Problem requirements:
Look for "DIÓGENES" in every line of the listing. Copy the lines that have it.
[[ Supplied information open ]]
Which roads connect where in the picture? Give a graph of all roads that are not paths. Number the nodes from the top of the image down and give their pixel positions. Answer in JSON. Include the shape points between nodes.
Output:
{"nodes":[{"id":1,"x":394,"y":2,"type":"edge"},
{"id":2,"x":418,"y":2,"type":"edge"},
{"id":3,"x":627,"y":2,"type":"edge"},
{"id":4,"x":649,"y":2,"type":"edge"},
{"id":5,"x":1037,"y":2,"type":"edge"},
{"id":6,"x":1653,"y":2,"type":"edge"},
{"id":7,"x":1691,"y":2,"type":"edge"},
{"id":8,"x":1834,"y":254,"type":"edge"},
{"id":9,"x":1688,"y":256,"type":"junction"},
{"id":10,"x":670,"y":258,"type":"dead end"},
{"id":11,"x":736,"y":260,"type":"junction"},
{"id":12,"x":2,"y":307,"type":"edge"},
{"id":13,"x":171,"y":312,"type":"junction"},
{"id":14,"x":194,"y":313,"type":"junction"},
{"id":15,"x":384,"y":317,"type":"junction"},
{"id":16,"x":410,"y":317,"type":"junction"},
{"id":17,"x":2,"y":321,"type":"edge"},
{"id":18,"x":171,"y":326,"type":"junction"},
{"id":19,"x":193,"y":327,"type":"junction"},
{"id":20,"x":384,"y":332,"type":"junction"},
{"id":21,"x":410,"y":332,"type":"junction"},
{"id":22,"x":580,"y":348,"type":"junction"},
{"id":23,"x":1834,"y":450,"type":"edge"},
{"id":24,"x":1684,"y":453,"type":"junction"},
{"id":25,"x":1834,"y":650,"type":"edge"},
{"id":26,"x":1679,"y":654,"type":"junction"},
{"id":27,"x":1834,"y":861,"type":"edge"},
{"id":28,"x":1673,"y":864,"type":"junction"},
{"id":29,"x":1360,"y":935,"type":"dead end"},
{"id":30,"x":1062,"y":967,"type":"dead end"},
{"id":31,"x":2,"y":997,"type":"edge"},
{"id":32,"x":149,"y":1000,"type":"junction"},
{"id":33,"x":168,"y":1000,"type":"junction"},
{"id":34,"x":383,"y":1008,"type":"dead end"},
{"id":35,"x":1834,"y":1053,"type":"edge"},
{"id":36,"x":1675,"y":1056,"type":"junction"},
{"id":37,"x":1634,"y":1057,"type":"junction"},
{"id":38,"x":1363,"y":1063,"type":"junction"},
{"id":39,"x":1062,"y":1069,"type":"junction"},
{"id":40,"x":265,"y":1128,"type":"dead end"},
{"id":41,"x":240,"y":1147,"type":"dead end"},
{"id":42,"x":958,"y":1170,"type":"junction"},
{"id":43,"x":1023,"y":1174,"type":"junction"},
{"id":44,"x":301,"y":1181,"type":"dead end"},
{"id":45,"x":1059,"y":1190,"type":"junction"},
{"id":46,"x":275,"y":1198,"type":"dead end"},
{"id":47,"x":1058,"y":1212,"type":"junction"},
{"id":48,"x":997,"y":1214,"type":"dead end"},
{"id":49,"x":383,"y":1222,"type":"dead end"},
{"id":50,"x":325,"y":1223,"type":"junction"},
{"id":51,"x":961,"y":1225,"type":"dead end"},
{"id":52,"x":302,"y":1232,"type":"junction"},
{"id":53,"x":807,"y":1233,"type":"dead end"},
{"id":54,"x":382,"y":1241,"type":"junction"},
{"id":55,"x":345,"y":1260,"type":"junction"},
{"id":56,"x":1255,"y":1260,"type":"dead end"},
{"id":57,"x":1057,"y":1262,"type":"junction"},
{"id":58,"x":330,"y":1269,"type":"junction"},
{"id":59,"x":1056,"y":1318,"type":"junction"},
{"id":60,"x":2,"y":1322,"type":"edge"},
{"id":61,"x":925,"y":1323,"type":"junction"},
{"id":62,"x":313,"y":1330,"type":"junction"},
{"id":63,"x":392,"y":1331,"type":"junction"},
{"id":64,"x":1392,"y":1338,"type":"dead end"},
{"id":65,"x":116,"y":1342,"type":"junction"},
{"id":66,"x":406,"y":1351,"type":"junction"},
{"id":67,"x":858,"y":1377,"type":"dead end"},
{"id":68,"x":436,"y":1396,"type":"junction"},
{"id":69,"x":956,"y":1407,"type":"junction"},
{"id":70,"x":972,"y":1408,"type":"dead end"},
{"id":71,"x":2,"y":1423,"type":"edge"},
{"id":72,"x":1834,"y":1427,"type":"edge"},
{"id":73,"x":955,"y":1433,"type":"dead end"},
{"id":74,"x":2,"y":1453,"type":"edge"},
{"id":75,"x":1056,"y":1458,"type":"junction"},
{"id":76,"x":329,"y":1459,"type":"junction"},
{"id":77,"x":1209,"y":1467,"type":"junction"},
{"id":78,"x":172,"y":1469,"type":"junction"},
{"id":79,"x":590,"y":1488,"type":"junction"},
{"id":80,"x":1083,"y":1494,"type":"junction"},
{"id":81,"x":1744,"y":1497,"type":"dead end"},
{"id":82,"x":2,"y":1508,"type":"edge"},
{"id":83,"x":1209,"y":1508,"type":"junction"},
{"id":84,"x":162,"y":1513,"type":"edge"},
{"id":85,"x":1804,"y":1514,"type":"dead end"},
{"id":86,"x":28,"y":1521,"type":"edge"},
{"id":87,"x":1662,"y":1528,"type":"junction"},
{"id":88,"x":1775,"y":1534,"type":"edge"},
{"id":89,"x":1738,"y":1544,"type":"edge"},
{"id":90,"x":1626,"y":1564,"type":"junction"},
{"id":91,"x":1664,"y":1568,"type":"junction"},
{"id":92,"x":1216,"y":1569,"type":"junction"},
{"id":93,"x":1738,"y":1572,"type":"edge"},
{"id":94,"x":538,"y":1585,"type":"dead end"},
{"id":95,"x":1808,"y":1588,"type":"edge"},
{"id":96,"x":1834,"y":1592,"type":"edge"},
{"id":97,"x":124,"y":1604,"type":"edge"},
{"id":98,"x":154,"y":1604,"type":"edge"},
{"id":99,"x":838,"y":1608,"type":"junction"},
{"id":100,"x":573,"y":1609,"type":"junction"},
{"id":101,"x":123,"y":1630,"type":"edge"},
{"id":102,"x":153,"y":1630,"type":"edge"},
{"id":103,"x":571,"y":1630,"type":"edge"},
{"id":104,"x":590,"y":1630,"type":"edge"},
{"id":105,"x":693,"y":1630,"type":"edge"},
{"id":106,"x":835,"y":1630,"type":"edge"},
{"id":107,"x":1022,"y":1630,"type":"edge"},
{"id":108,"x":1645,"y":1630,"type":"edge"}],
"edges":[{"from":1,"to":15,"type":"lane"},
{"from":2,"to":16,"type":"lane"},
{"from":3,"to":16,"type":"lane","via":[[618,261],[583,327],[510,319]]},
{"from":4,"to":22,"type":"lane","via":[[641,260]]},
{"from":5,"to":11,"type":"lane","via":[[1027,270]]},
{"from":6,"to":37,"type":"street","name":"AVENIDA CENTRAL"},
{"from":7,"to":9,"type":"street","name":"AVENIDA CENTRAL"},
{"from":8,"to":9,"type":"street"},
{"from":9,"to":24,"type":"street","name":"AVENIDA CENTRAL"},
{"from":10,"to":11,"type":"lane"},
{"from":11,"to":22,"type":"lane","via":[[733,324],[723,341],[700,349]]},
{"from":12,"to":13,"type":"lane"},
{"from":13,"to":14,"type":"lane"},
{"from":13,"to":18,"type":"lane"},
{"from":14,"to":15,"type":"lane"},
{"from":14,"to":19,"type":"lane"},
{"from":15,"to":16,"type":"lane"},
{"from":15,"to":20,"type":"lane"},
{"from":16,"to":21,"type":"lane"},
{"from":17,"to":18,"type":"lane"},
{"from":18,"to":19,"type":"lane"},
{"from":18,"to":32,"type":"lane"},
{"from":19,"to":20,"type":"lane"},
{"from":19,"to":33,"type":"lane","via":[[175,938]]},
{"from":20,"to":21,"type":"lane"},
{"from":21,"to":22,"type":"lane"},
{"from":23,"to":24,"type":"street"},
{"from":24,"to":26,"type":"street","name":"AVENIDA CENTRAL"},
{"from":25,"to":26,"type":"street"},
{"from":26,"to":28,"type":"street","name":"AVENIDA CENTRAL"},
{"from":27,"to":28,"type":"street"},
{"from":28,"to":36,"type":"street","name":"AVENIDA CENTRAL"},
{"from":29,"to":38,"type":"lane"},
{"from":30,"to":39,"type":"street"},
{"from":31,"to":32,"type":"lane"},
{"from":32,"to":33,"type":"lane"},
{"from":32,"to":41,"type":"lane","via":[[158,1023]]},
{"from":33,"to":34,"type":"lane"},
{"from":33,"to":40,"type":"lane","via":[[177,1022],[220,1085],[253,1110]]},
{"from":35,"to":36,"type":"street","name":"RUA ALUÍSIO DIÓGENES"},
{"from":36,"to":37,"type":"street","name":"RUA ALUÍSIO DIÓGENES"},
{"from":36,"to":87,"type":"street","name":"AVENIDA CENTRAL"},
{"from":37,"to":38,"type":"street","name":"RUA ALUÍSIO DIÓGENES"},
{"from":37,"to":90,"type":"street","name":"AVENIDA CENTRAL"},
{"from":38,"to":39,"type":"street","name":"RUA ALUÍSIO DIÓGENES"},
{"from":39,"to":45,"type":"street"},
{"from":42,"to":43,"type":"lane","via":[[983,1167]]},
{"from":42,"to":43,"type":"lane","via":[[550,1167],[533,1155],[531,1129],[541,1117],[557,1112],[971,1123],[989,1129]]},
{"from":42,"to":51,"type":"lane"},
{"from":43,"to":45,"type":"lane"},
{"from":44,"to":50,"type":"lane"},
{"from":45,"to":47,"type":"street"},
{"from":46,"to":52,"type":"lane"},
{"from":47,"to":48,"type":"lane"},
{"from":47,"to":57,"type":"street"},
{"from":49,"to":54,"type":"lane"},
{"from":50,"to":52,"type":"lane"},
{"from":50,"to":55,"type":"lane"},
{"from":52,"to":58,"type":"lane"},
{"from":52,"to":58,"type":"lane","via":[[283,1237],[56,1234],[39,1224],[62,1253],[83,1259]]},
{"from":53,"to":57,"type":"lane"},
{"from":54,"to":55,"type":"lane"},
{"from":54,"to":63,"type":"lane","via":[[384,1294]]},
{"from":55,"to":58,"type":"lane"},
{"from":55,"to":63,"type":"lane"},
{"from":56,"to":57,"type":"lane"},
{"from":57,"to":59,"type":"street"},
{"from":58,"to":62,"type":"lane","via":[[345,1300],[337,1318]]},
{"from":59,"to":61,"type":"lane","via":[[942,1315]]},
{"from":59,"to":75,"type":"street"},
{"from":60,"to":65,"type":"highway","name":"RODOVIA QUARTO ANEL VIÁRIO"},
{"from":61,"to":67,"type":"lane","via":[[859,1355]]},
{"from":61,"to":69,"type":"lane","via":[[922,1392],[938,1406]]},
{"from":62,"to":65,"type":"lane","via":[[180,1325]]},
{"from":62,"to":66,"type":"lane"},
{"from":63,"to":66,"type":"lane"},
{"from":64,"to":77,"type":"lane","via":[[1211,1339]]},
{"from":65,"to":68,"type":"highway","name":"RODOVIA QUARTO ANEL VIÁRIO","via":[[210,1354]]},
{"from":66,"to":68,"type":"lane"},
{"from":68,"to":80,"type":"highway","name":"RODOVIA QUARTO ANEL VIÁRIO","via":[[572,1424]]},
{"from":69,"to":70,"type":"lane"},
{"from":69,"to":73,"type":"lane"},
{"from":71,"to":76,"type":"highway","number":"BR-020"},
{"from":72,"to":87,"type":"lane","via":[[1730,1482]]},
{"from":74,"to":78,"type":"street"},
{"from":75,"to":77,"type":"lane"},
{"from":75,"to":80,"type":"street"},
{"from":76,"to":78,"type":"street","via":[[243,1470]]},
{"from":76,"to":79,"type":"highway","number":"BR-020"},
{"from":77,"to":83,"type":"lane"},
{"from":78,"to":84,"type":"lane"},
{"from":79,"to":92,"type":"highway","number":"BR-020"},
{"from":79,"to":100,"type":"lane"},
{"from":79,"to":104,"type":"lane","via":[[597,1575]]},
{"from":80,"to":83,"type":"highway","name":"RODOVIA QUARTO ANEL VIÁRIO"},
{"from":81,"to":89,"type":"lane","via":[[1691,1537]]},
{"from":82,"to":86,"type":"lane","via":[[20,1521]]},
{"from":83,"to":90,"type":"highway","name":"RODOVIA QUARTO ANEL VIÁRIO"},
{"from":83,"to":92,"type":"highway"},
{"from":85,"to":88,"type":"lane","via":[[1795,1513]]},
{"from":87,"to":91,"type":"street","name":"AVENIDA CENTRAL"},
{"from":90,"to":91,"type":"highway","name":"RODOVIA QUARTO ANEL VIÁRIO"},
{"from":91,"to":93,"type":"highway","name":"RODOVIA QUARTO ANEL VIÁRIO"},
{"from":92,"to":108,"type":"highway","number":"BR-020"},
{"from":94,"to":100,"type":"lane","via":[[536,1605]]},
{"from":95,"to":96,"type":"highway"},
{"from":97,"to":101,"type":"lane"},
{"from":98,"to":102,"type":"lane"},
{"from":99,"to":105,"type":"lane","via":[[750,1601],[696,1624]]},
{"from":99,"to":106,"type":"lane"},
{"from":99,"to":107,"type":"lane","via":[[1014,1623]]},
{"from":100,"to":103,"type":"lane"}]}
[[ Supplied information closed ]]
Solution to this problem:
{"from":35,"to":36,"type":"street","name":"RUA ALUÍSIO DIÓGENES"},
{"from":36,"to":37,"type":"street","name":"RUA ALUÍSIO DIÓGENES"},
{"from":37,"to":38,"type":"street","name":"RUA ALUÍSIO DIÓGENES"},
{"from":38,"to":39,"type":"street","name":"RUA ALUÍSIO DIÓGENES"},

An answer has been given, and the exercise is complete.